Section 11. Covenants of Borrower. On and as of the date of this Agreement and each Funding Date and on each day until this Agreement is no longer in force, the Borrower covenants, as to itself, as follows:
(a) Notices. The Borrower shall promptly (unless otherwise set forth herein) notify the Administrative Agent of the occurrence of any of the following of which a Responsible Officer of the Borrower has knowledge or receives notice of, together with a certificate of the Borrower setting forth details of such occurrence:
(i) the occurrence of (x) any Default, Early Amortization Trigger or Asset Manager Removal Event, (y) within four (4) Business Days, any event, occurrence or change in circumstances that has or would reasonably be expected to have a Material Adverse Effect or (z) any Event of Default, in each case, as promptly as practicable but in any event within two (2) Business Days of such notice or knowledge thereof;
(ii) the Borrower shall provide five (5) Business Days’ written notice to the Administrative Agent following any material change to (i) the form or substance of the Purchase Agreements (ii) the types of Properties it will purchase, (iii) the service fee it will charge to the seller of Properties, or (iv) the Asset Manager’s policies on the holding period for Financed Properties or the price at which Borrower will sell Financed Properties; provided, however, that the Borrower shall not be required to provide written notice if such change has become publicly available;
(iii) Borrower will promptly, and in any event within ten (10) Business Days after service of process on the Borrower, give to the Administrative Agent, notice of all litigation, actions, suits, arbitrations, governmental investigations, affecting the Borrower or affecting any of the assets of the Borrower before any Governmental Authority that (x) questions or challenges the validity or enforceability of any of the Facility Documents or any action to be taken in connection with the transactions contemplated hereby or (y) individually or in the aggregate would be reasonably likely to have a Material Adverse Effect. The Borrower will promptly provide notice of any judgment which with the passage of time, would cause an Event of Default hereunder;
(iv) the filing by or on behalf of the Borrower of any material insurance claims with respect to the Financed Properties;
(v) Borrower shall promptly, and in any event within four (4) Business Days after obtaining knowledge that a Financed Property is an Ineligible Property, give notice to the Administrative Agent that a Financed Property is an Ineligible Property;
(vi) the occurrence of a material breach by the Asset Manager under the Asset Management Agreement; or
(vii) any change in the information provided in the Beneficial Ownership Certification delivered to the Administrative Agent that would result in a change to the list of beneficial owners identified in parts (c) or (d) of such certification.

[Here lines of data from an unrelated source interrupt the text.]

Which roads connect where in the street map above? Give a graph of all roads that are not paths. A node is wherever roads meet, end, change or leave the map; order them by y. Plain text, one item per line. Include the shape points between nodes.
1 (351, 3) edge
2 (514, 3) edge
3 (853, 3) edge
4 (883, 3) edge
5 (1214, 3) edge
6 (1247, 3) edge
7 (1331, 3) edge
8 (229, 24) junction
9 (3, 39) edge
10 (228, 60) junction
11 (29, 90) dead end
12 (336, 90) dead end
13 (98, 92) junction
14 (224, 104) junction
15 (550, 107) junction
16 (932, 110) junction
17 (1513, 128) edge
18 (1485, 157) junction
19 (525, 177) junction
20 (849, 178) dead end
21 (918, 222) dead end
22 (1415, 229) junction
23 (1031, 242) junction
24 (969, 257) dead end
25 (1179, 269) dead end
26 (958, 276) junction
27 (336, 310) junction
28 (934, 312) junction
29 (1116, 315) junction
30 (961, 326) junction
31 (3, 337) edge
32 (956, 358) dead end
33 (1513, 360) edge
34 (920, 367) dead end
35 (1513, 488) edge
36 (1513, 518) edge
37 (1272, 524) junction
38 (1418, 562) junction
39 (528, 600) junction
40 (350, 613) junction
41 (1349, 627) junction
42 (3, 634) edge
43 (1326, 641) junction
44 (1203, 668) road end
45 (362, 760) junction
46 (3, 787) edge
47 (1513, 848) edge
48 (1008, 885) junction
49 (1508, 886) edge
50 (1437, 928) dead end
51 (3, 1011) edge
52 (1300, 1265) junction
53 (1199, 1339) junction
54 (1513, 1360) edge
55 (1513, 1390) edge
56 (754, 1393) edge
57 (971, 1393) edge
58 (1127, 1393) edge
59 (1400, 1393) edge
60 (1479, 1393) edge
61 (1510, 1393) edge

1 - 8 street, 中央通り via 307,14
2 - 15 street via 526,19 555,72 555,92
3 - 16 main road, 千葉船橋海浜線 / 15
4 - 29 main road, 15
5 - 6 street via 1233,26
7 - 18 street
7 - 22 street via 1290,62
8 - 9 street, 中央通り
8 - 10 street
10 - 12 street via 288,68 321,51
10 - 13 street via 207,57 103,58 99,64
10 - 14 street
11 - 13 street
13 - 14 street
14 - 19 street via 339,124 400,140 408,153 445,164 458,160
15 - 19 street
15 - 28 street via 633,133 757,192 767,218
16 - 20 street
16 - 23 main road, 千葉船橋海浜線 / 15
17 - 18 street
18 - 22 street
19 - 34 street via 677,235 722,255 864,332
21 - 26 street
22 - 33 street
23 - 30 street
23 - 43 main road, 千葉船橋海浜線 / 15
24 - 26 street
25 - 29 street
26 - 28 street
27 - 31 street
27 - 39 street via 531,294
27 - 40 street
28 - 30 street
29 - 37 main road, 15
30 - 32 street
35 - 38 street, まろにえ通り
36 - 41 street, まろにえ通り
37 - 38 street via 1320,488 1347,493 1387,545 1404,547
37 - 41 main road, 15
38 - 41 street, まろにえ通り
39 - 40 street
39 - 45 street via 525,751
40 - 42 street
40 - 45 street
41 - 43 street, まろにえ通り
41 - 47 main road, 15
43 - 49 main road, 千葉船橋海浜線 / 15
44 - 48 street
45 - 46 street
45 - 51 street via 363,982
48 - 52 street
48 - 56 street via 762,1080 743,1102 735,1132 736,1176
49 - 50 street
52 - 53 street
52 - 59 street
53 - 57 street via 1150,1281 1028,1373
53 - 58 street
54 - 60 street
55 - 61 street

(b) Reporting. The Borrower shall maintain a system of accounting established and administered in accordance with GAAP, and the Borrower shall furnish to the Administrative Agent within the time period specified:
(i) within forty-five (45) days after the last day of each fiscal quarter (other than the fourth fiscal quarter) of each fiscal year of the Guarantor, or if the Guarantor utilizes the extension permitted by Rule 12b-25 under the Exchange Act, upon conclusion of such extension solely to the extent such extension extends beyond forty-five (45) days after the end of the last day of such fiscal quarter, the Guarantor’s condensed consolidated, unaudited Financial Statements with respect to such fiscal quarter,, presented fairly in accordance with GAAP and in the applicable comparative form;
(ii) within one hundred twenty (120) days after the last day of its fiscal year, commencing with the 2019 fiscal year, or if the Guarantor utilizes the extension permitted by Rule 12b-25 under the Exchange Act, upon conclusion of such extension solely to the extent such extension extends beyond one hundred twenty (120) days after the end of the last day of such fiscal year, the Guarantor’s consolidated, audited Financial Statements with respect to such fiscal year, presented fairly in accordance with GAAP and in the applicable comparative form, and accompanied, in all cases, by an unqualified report from an independent public accountant of nationally recognized standing which shall state that said Financial Statements fairly present the financial condition and results of operations of the Guarantor as at the end of and for such fiscal year in accordance with GAAP;
(iii) within five (5) Business Days of the delivery of the Guarantor’s Financial Statements pursuant to clause (i) or clause (ii) above in this Section 11(b), a compliance certificate, substantially in the form of Exhibit G hereto or such other form as approved by the Administrative Agent in its sole discretion;
(iv) to the extent that at the Remittance Date Cutoff Time the Borrower owns any Financed Properties, at the Remittance Date Cutoff Time, a property management report of the Borrower containing the information set forth in Exhibit D (as such exhibit may be updated from time to time as mutually agreed to in writing by the Borrower and the Administrative Agent) with respect to the Financed Properties as of the Remittance Date Cutoff Time; and
(v) to the extent not otherwise prohibited from disclosing, promptly, from time to time, such other information regarding the business affairs, operations and financial condition of the Borrower, Pledgor, Asset Manager and the Guarantor as the Administrative Agent or the Lenders may reasonably request, except to the extent such information is otherwise publicly available.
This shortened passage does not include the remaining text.